Icelandic composer
Haflidi Hallgrímsson began his career as a cellist and was the principal cellist with the
Scottish Chamber Orchestra before retiring to devote himself to composition. It's especially fitting, then, that the
Scottish Chamber Orchestra plays two of his works for cello and orchestra on this CD, his Herma (1995) and Cello Concerto (2003).
Hallgrímsson wrote the concerto for featured soloist
Truls Mørk, who has performed it, as well as Herma, many times.
Mørk, who won a Grammy for his performance of the
Britten cello suites, plays with intensity, full conviction, and a richly varied palette of tonal colors, and he highlights the warm lyricism of the solo line. Both works hover between a dark tonality and atonality.

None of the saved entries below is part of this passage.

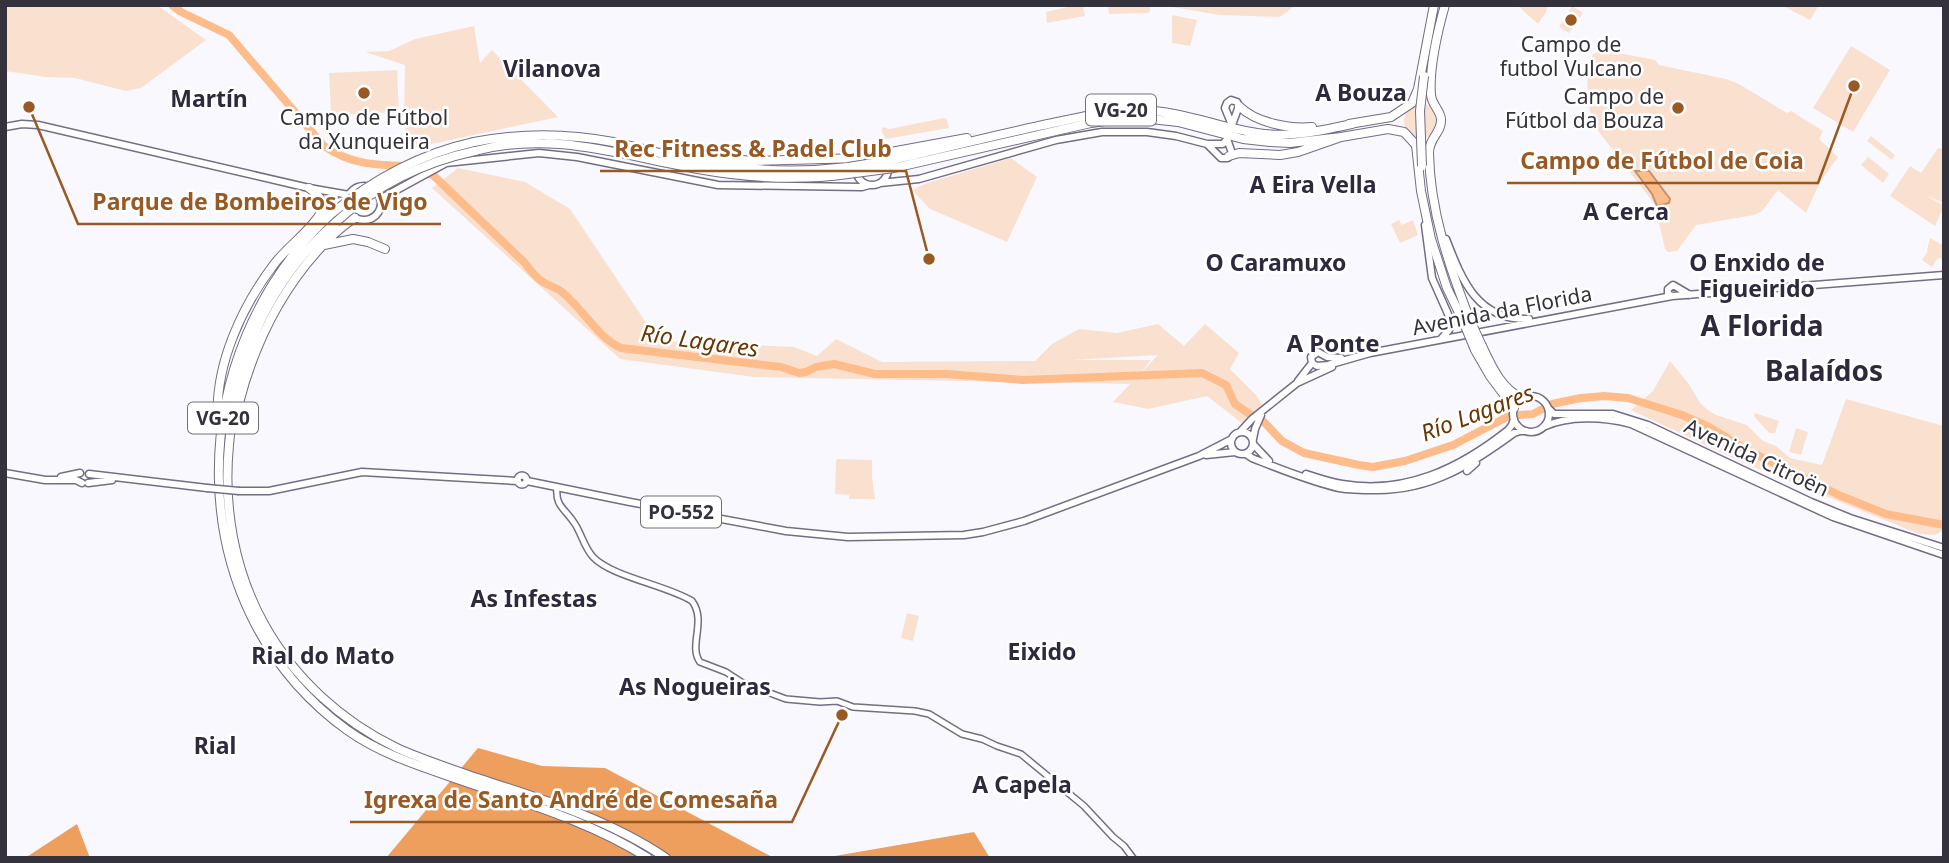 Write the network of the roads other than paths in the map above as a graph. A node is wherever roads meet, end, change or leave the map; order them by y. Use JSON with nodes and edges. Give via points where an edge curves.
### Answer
{"nodes":[{"id":1,"x":1438,"y":5,"type":"edge"},
{"id":2,"x":1424,"y":78,"type":"junction"},
{"id":3,"x":1412,"y":103,"type":"junction"},
{"id":4,"x":1433,"y":105,"type":"junction"},
{"id":5,"x":1239,"y":106,"type":"dead end"},
{"id":6,"x":1405,"y":109,"type":"junction"},
{"id":7,"x":1352,"y":124,"type":"junction"},
{"id":8,"x":5,"y":127,"type":"edge"},
{"id":9,"x":1032,"y":127,"type":"junction"},
{"id":10,"x":1404,"y":131,"type":"junction"},
{"id":11,"x":1341,"y":137,"type":"junction"},
{"id":12,"x":1432,"y":138,"type":"junction"},
{"id":13,"x":1412,"y":139,"type":"junction"},
{"id":14,"x":1207,"y":144,"type":"junction"},
{"id":15,"x":1225,"y":144,"type":"junction"},
{"id":16,"x":475,"y":146,"type":"junction"},
{"id":17,"x":633,"y":146,"type":"junction"},
{"id":18,"x":1217,"y":152,"type":"junction"},
{"id":19,"x":880,"y":154,"type":"junction"},
{"id":20,"x":1230,"y":156,"type":"junction"},
{"id":21,"x":860,"y":158,"type":"junction"},
{"id":22,"x":893,"y":164,"type":"junction"},
{"id":23,"x":851,"y":172,"type":"junction"},
{"id":24,"x":887,"y":176,"type":"junction"},
{"id":25,"x":899,"y":181,"type":"junction"},
{"id":26,"x":880,"y":183,"type":"junction"},
{"id":27,"x":869,"y":185,"type":"junction"},
{"id":28,"x":844,"y":187,"type":"junction"},
{"id":29,"x":309,"y":188,"type":"junction"},
{"id":30,"x":1421,"y":191,"type":"junction"},
{"id":31,"x":348,"y":197,"type":"junction"},
{"id":32,"x":1434,"y":198,"type":"junction"},
{"id":33,"x":380,"y":199,"type":"junction"},
{"id":34,"x":320,"y":215,"type":"junction"},
{"id":35,"x":333,"y":218,"type":"junction"},
{"id":36,"x":355,"y":218,"type":"junction"},
{"id":37,"x":324,"y":245,"type":"junction"},
{"id":38,"x":385,"y":249,"type":"dead end"},
{"id":39,"x":1944,"y":275,"type":"edge"},
{"id":40,"x":1671,"y":294,"type":"junction"},
{"id":41,"x":1690,"y":295,"type":"junction"},
{"id":42,"x":1466,"y":320,"type":"junction"},
{"id":43,"x":1533,"y":322,"type":"junction"},
{"id":44,"x":1441,"y":339,"type":"junction"},
{"id":45,"x":1479,"y":348,"type":"junction"},
{"id":46,"x":1324,"y":355,"type":"junction"},
{"id":47,"x":1350,"y":359,"type":"junction"},
{"id":48,"x":1312,"y":363,"type":"junction"},
{"id":49,"x":1322,"y":365,"type":"junction"},
{"id":50,"x":1308,"y":378,"type":"junction"},
{"id":51,"x":1297,"y":383,"type":"junction"},
{"id":52,"x":1523,"y":398,"type":"junction"},
{"id":53,"x":1514,"y":408,"type":"junction"},
{"id":54,"x":1550,"y":412,"type":"junction"},
{"id":55,"x":1255,"y":420,"type":"junction"},
{"id":56,"x":1514,"y":423,"type":"junction"},
{"id":57,"x":1543,"y":427,"type":"junction"},
{"id":58,"x":1526,"y":431,"type":"junction"},
{"id":59,"x":1241,"y":432,"type":"junction"},
{"id":60,"x":220,"y":439,"type":"junction"},
{"id":61,"x":1232,"y":439,"type":"junction"},
{"id":62,"x":1253,"y":442,"type":"junction"},
{"id":63,"x":1490,"y":450,"type":"junction"},
{"id":64,"x":1235,"y":452,"type":"junction"},
{"id":65,"x":1246,"y":454,"type":"junction"},
{"id":66,"x":1199,"y":456,"type":"junction"},
{"id":67,"x":228,"y":457,"type":"junction"},
{"id":68,"x":1467,"y":471,"type":"dead end"},
{"id":69,"x":5,"y":473,"type":"edge"},
{"id":70,"x":80,"y":473,"type":"junction"},
{"id":71,"x":89,"y":474,"type":"junction"},
{"id":72,"x":34,"y":478,"type":"junction"},
{"id":73,"x":131,"y":479,"type":"junction"},
{"id":74,"x":85,"y":483,"type":"junction"},
{"id":75,"x":557,"y":487,"type":"junction"},
{"id":76,"x":1944,"y":548,"type":"edge"},
{"id":77,"x":1944,"y":555,"type":"edge"},
{"id":78,"x":269,"y":642,"type":"junction"},
{"id":79,"x":461,"y":776,"type":"junction"},
{"id":80,"x":648,"y":858,"type":"edge"},
{"id":81,"x":666,"y":858,"type":"edge"},
{"id":82,"x":1133,"y":858,"type":"edge"}],
"edges":[{"from":1,"to":2,"type":"highway"},
{"from":1,"to":4,"type":"highway"},
{"from":2,"to":3,"type":"highway"},
{"from":2,"to":42,"type":"highway","bridge":true,"via":[[1427,186],[1449,280]]},
{"from":3,"to":4,"type":"highway"},
{"from":3,"to":6,"type":"highway"},
{"from":4,"to":12,"type":"highway","via":[[1441,122]]},
{"from":5,"to":7,"type":"highway","via":[[1292,127]]},
{"from":6,"to":7,"type":"highway","via":[[1391,117]]},
{"from":6,"to":10,"type":"highway","via":[[1401,118]]},
{"from":7,"to":9,"type":"highway","number":"VG-20","via":[[1271,135],[1180,114],[1139,110]]},
{"from":8,"to":29,"type":"main road","via":[[38,125]]},
{"from":9,"to":19,"type":"highway"},
{"from":9,"to":22,"type":"highway","number":"VG-20"},
{"from":10,"to":11,"type":"highway","via":[[1388,129]]},
{"from":10,"to":13,"type":"highway"},
{"from":11,"to":20,"type":"highway","via":[[1298,152]]},
{"from":11,"to":22,"type":"highway","number":"VG-20","via":[[1264,142],[1178,122],[1133,117]]},
{"from":12,"to":13,"type":"highway"},
{"from":12,"to":32,"type":"highway","via":[[1429,156]]},
{"from":13,"to":30,"type":"highway"},
{"from":14,"to":15,"type":"main road"},
{"from":14,"to":18,"type":"main road"},
{"from":14,"to":25,"type":"main road","via":[[1162,133],[1102,132]]},
{"from":15,"to":18,"type":"main road"},
{"from":15,"to":20,"type":"main road"},
{"from":16,"to":17,"type":"highway","number":"VG-20","via":[[527,135],[561,135]]},
{"from":16,"to":23,"type":"highway","number":"VG-20","via":[[598,148],[739,176],[811,178]]},
{"from":16,"to":35,"type":"highway","number":"VG-20","bridge":true,"via":[[399,178]]},
{"from":17,"to":21,"type":"highway","via":[[754,161]]},
{"from":17,"to":23,"type":"highway","number":"VG-20","via":[[743,168]]},
{"from":18,"to":20,"type":"main road","via":[[1224,158]]},
{"from":19,"to":21,"type":"main road"},
{"from":19,"to":24,"type":"main road","via":[[887,164]]},
{"from":21,"to":23,"type":"main road"},
{"from":22,"to":23,"type":"highway","number":"VG-20","bridge":true},
{"from":23,"to":27,"type":"main road"},
{"from":23,"to":28,"type":"main road"},
{"from":24,"to":25,"type":"main road"},
{"from":24,"to":26,"type":"main road"},
{"from":25,"to":26,"type":"main road"},
{"from":26,"to":27,"type":"main road"},
{"from":27,"to":28,"type":"main road"},
{"from":28,"to":33,"type":"main road","via":[[718,185],[557,154],[530,154],[452,162]]},
{"from":29,"to":31,"type":"main road"},
{"from":29,"to":34,"type":"highway","via":[[321,201]]},
{"from":30,"to":42,"type":"highway","via":[[1441,273]]},
{"from":30,"to":44,"type":"main road","via":[[1429,266],[1450,325]]},
{"from":31,"to":33,"type":"main road","via":[[364,186]]},
{"from":31,"to":34,"type":"highway"},
{"from":31,"to":36,"type":"main road","via":[[348,210]]},
{"from":32,"to":42,"type":"highway"},
{"from":32,"to":43,"type":"main road","via":[[1444,236],[1470,292],[1494,313]]},
{"from":33,"to":36,"type":"main road","via":[[372,218]]},
{"from":34,"to":60,"type":"highway","via":[[275,264],[235,335],[220,376]]},
{"from":35,"to":60,"type":"highway","number":"VG-20","via":[[310,235],[286,263],[258,309],[231,378]]},
{"from":35,"to":67,"type":"highway","number":"VG-20","via":[[276,294],[253,338],[238,382]]},
{"from":36,"to":37,"type":"highway"},
{"from":37,"to":38,"type":"highway","via":[[353,239]]},
{"from":37,"to":67,"type":"highway","via":[[294,280],[266,328],[242,390]]},
{"from":39,"to":41,"type":"main road","name":"Avenida da Florida"},
{"from":40,"to":41,"type":"main road","name":"Avenida da Florida"},
{"from":40,"to":41,"type":"main road","via":[[1674,285]]},
{"from":40,"to":43,"type":"main road","name":"Avenida da Florida"},
{"from":42,"to":45,"type":"highway","bridge":true},
{"from":43,"to":44,"type":"main road","name":"Avenida da Florida"},
{"from":44,"to":47,"type":"main road","name":"Avenida da Florida"},
{"from":45,"to":52,"type":"highway","via":[[1513,393]]},
{"from":45,"to":53,"type":"highway","via":[[1490,376]]},
{"from":46,"to":47,"type":"main road","name":"Avenida da Florida"},
{"from":46,"to":48,"type":"main road","via":[[1315,353]]},
{"from":46,"to":49,"type":"main road"},
{"from":47,"to":49,"type":"main road","name":"Avenida da Florida"},
{"from":47,"to":50,"type":"main road","name":"Avenida da Florida"},
{"from":48,"to":49,"type":"main road"},
{"from":48,"to":51,"type":"main road","name":"Avenida da Florida"},
{"from":49,"to":50,"type":"main road","name":"Avenida da Florida"},
{"from":50,"to":51,"type":"main road","name":"Avenida da Florida"},
{"from":51,"to":55,"type":"main road","name":"Avenida da Florida"},
{"from":52,"to":53,"type":"main road"},
{"from":52,"to":54,"type":"main road","via":[[1540,400]]},
{"from":53,"to":56,"type":"main road"},
{"from":54,"to":57,"type":"main road"},
{"from":54,"to":76,"type":"main road","name":"Avenida Citroën","via":[[1631,418],[1811,502]]},
{"from":55,"to":59,"type":"main road","name":"Avenida da Florida"},
{"from":55,"to":62,"type":"main road","name":"Avenida da Florida"},
{"from":56,"to":58,"type":"main road"},
{"from":56,"to":62,"type":"main road","via":[[1462,462],[1435,475],[1388,485],[1342,484],[1303,473],[1268,461]]},
{"from":57,"to":58,"type":"main road"},
{"from":57,"to":77,"type":"main road","name":"Avenida Citroën","via":[[1580,419],[1631,424],[1833,517]]},
{"from":58,"to":63,"type":"main road","via":[[1514,433]]},
{"from":59,"to":61,"type":"main road"},
{"from":59,"to":62,"type":"main road"},
{"from":60,"to":78,"type":"highway","number":"VG-20","via":[[220,509],[228,554],[253,621]]},
{"from":61,"to":64,"type":"main road"},
{"from":61,"to":66,"type":"main road"},
{"from":62,"to":65,"type":"main road"},
{"from":63,"to":65,"type":"main road","via":[[1441,478],[1386,490],[1341,488]]},
{"from":63,"to":68,"type":"main road"},
{"from":64,"to":65,"type":"main road"},
{"from":64,"to":66,"type":"main road"},
{"from":66,"to":75,"type":"main road","number":"PO-552","via":[[1024,521],[953,535],[848,537],[786,531]]},
{"from":67,"to":78,"type":"highway","number":"VG-20","via":[[229,515],[236,550]]},
{"from":69,"to":72,"type":"main road","number":"PO-552"},
{"from":70,"to":71,"type":"main road","number":"PO-552"},
{"from":70,"to":72,"type":"main road","number":"PO-552"},
{"from":70,"to":74,"type":"main road","via":[[78,478]]},
{"from":71,"to":73,"type":"main road","number":"PO-552"},
{"from":71,"to":74,"type":"main road"},
{"from":72,"to":74,"type":"main road","number":"PO-552"},
{"from":73,"to":74,"type":"main road","number":"PO-552"},
{"from":73,"to":75,"type":"main road","number":"PO-552","bridge":true,"via":[[255,492],[381,471],[518,481],[523,476],[527,481]]},
{"from":75,"to":82,"type":"street","via":[[559,506],[599,562],[692,601],[699,615],[696,652],[700,662],[786,699],[929,713],[962,734],[1021,754],[1084,806]]},
{"from":78,"to":79,"type":"highway","number":"VG-20","via":[[335,710],[398,748]]},
{"from":79,"to":80,"type":"highway","number":"VG-20","via":[[593,828]]},
{"from":79,"to":81,"type":"highway","number":"VG-20","via":[[604,823]]}]} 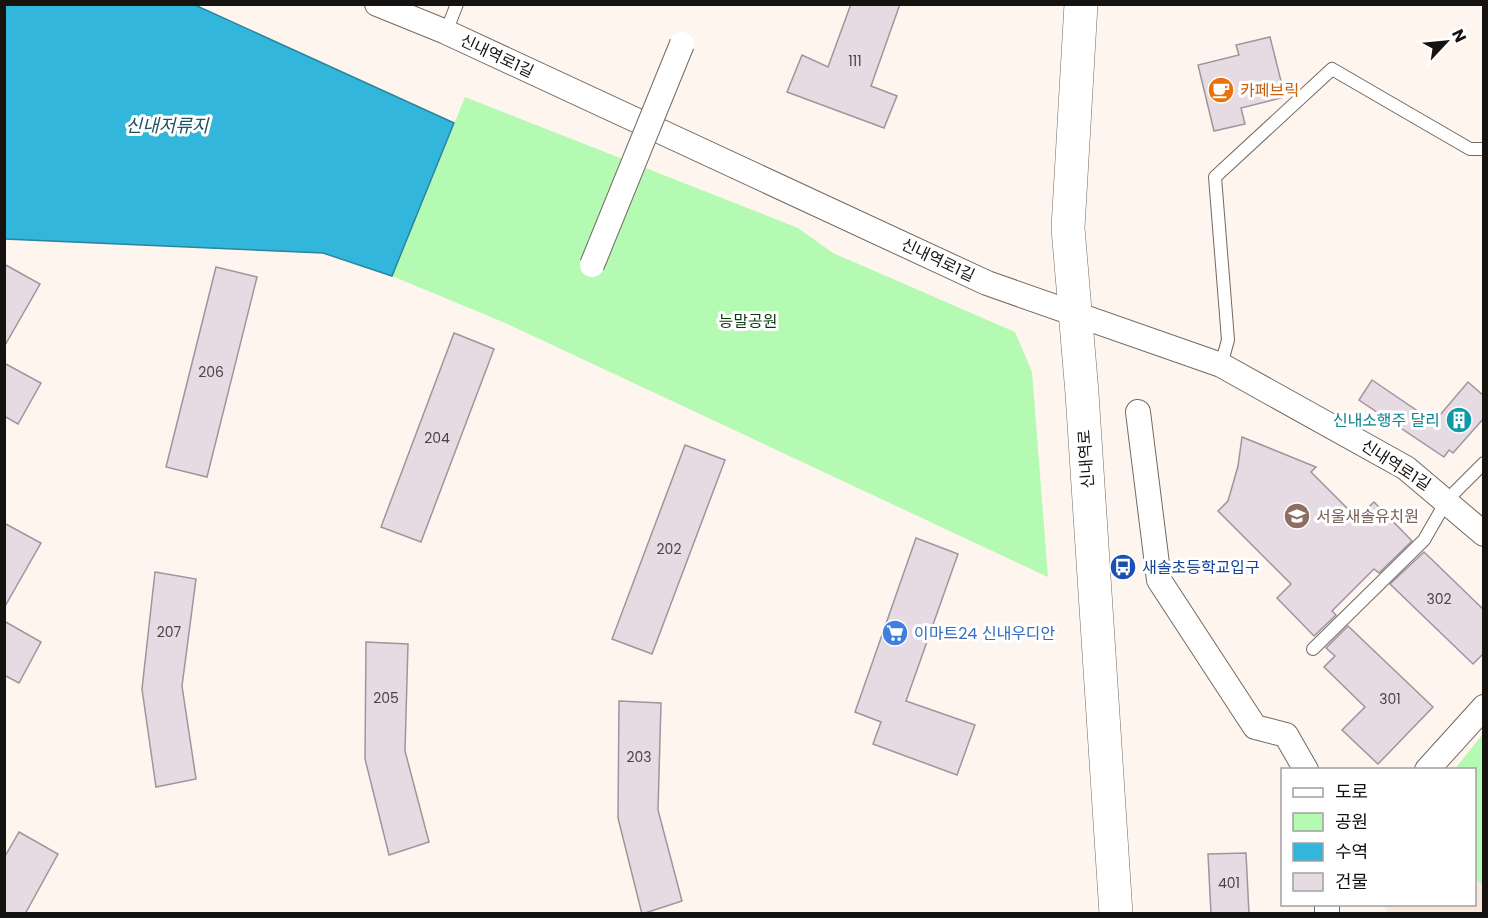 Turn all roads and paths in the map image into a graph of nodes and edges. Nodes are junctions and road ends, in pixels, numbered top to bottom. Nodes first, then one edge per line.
1 (377, 4) edge
2 (457, 4) edge
3 (1081, 4) edge
4 (446, 32) junction
5 (682, 44) dead end
6 (1484, 149) edge
7 (592, 265) dead end
8 (1076, 315) junction
9 (1221, 365) junction
10 (1138, 412) dead end
11 (1484, 463) edge
12 (1447, 501) junction
13 (1484, 534) edge
14 (1313, 649) dead end
15 (1484, 707) edge
16 (1305, 768) edge
17 (1429, 768) edge
18 (1116, 914) edge

1 - 4 street, 신내역로1길
2 - 4 lane
3 - 8 street, 신내역로
4 - 8 street, 신내역로1길
5 - 7 street, bridge
6 - 9 lane
8 - 9 street, 신내역로1길
8 - 18 street, 신내역로
9 - 12 street, 신내역로1길
10 - 16 street
11 - 12 lane
12 - 13 street, 신내역로1길
12 - 14 lane
15 - 17 street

Hallgrímsson's voice is essentially impressionistic and evocative, and his music is its most appealing when he's expressing a slightly edgy melancholy with delicacy and transparency, as at the closing of Herma. Both works are satisfying in their construction and emotional trajectory, and conductor
John Storgårds captures both the music's sense of drama and its many moments of iridescent timelessness. These are attractive works that are not undemanding, but do reward attentive listening with their quiet colors and strong lyrical impulse. Ondine's sound is clean and warmly atmospheric, but not especially deep.